What It Means to Be Great

Horace Dediu: Looking at new features like 3D Touch, Live Photos, and better cameras, one can observe how easily acceptable and desirable they are to those who first see them. As were Siri, FaceTime, Touch ID and iCloud, making something meaningfully better is a sign of sustaining innovation which does not over-serve. Paradoxically, the improvements…

Horace Dediu:

Looking at new features like 3D Touch, Live Photos, and better cameras, one can observe how easily acceptable and desirable they are to those who first see them. As were Siri, FaceTime, Touch ID and iCloud, making something meaningfully better is a sign of sustaining innovation which does not over-serve.

Paradoxically, the improvements are not usually things that users ask for. Surveys always show that consumers want “better battery life” or a “bigger screen” but delivering something else entirely which nevertheless leads to mass adoption shows an uncanny insight into what really matters.

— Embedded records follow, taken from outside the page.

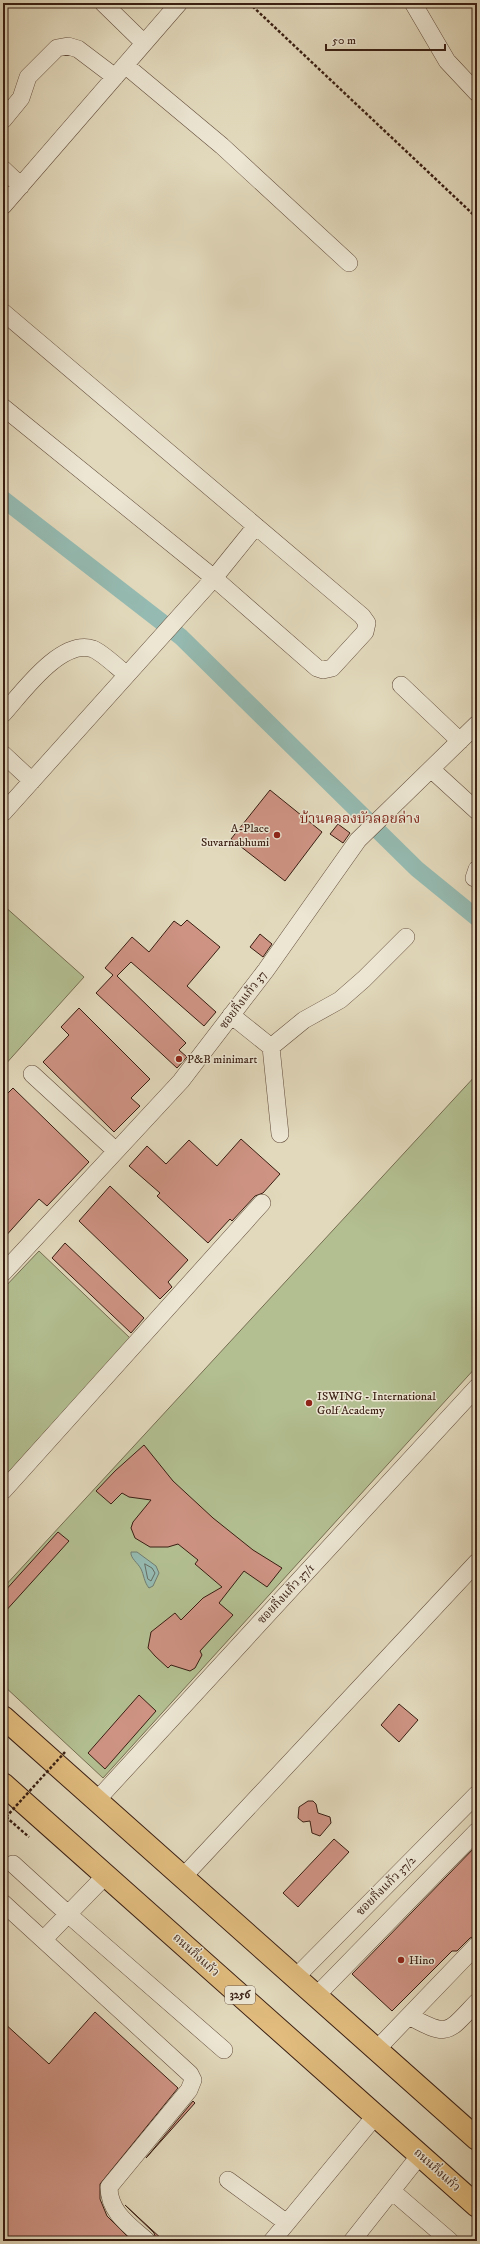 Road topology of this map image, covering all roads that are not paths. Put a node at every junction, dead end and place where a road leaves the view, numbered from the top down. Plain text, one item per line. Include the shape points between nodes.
1 (103, 3) edge
2 (179, 3) edge
3 (413, 3) edge
4 (144, 44) junction
5 (120, 71) junction
6 (477, 93) edge
7 (3, 120) edge
8 (3, 169) edge
9 (21, 186) junction
10 (3, 206) edge
11 (349, 263) dead end
12 (3, 312) edge
13 (3, 406) edge
14 (256, 526) junction
15 (214, 578) junction
16 (127, 675) junction
17 (401, 685) dead end
18 (3, 714) edge
19 (477, 724) edge
20 (460, 741) junction
21 (3, 754) edge
22 (431, 769) junction
23 (32, 781) junction
24 (477, 811) edge
25 (3, 813) edge
26 (406, 938) dead end
27 (231, 1015) junction
28 (271, 1047) junction
29 (32, 1074) dead end
30 (280, 1134) dead end
31 (116, 1151) junction
32 (262, 1203) dead end
33 (3, 1272) edge
34 (477, 1387) edge
35 (3, 1491) edge
36 (477, 1562) edge
37 (3, 1717) edge
38 (3, 1784) edge
39 (477, 1794) edge
40 (96, 1801) junction
41 (477, 1831) edge
42 (14, 1864) dead end
43 (106, 1875) junction
44 (183, 1877) junction
45 (3, 1903) edge
46 (68, 1915) junction
47 (44, 1939) junction
48 (477, 1946) edge
49 (295, 1978) junction
50 (316, 1996) junction
51 (477, 2002) edge
52 (409, 2016) junction
53 (224, 2050) dead end
54 (376, 2050) junction
55 (376, 2114) junction
56 (477, 2140) edge
57 (420, 2155) junction
58 (228, 2180) dead end
59 (392, 2191) junction
60 (477, 2206) edge
61 (287, 2223) junction
62 (147, 2241) edge
63 (272, 2241) edge
64 (352, 2241) edge
65 (450, 2241) edge

1 - 4 street
2 - 4 street
3 - 6 street via 447,61
4 - 5 street
5 - 7 street via 78,49 68,46 57,48 28,77 21,98
5 - 9 street
5 - 11 street via 222,146
8 - 9 street
9 - 10 street
12 - 14 street
13 - 15 street
14 - 15 street
14 - 15 street via 362,616 367,623 365,632 332,668 317,668
15 - 16 street
16 - 18 street via 93,650 76,648 59,655
16 - 23 street
17 - 20 street
19 - 20 street, ซอยกิ่งแก้ว 37
20 - 22 street, ซอยกิ่งแก้ว 37
21 - 23 street
22 - 24 street
22 - 27 street, ซอยกิ่งแก้ว 37 via 358,840
23 - 25 street
26 - 28 street via 340,1000 304,1020
27 - 28 street
27 - 31 street, ซอยกิ่งแก้ว 37 via 181,1081
28 - 30 street
29 - 31 street
31 - 33 street, ซอยกิ่งแก้ว 37
32 - 35 street
34 - 40 street, ซอยกิ่งแก้ว 37/1
36 - 44 street
37 - 40 main road
38 - 43 main road, ถนนกิ่งแก้ว / 3256
39 - 49 street, ซอยกิ่งแก้ว 37/2
40 - 44 main road
41 - 50 street
42 - 46 street
43 - 46 street
43 - 55 main road, ถนนกิ่งแก้ว / 3256
44 - 49 main road
45 - 47 street
46 - 47 street
46 - 53 street
47 - 62 street via 190,2074 193,2080 189,2090 109,2187 109,2198 115,2212
48 - 52 street
49 - 50 main road
50 - 54 main road
51 - 52 street via 452,2027 444,2031 430,2028
52 - 54 street
54 - 56 main road
55 - 57 main road, ถนนกิ่งแก้ว / 3256
55 - 61 street
57 - 59 street
57 - 60 main road, ถนนกิ่งแก้ว / 3256
58 - 61 street
59 - 64 street
59 - 65 street
61 - 63 street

I love this passage from Dediu. Coincidentally, the Evening Standard had an interview with Apple SVP Eddy Cue, in which he said something very similar:

Can customer feedback be something of a minefield? “There are things people can tell us and there are things they can’t,” he continues. “Both are really important but one of the dangers is to only do things people tell you to do. You would never do [new iPhone features] Live Photos or 3D Touch if you only listened to people. To innovate you have to look beyond. We used to say that we get paid to look around corners.”

It reminds me of a story I heard in college about cars in the 1950s. (You know, the cars with the big fins on the back.) The parable told was that the big car companies asked people what they wanted in a car, and cars kept getting more and more boring. Then they started asking people what their neighbors would want in a car, and people said things like: “Oh he’d want something crazy with wings, and bubbles, something like a jet.” And thus they made cars with tail fins, and people loved them.

It’s an adaptation of this Henry Ford quote:

If I had asked people what they wanted, they would have said faster horses.

We are often the worst judges at what we truly want. We would all love better battery life, but very few us would be compelled to go spend another $400 for better battery life.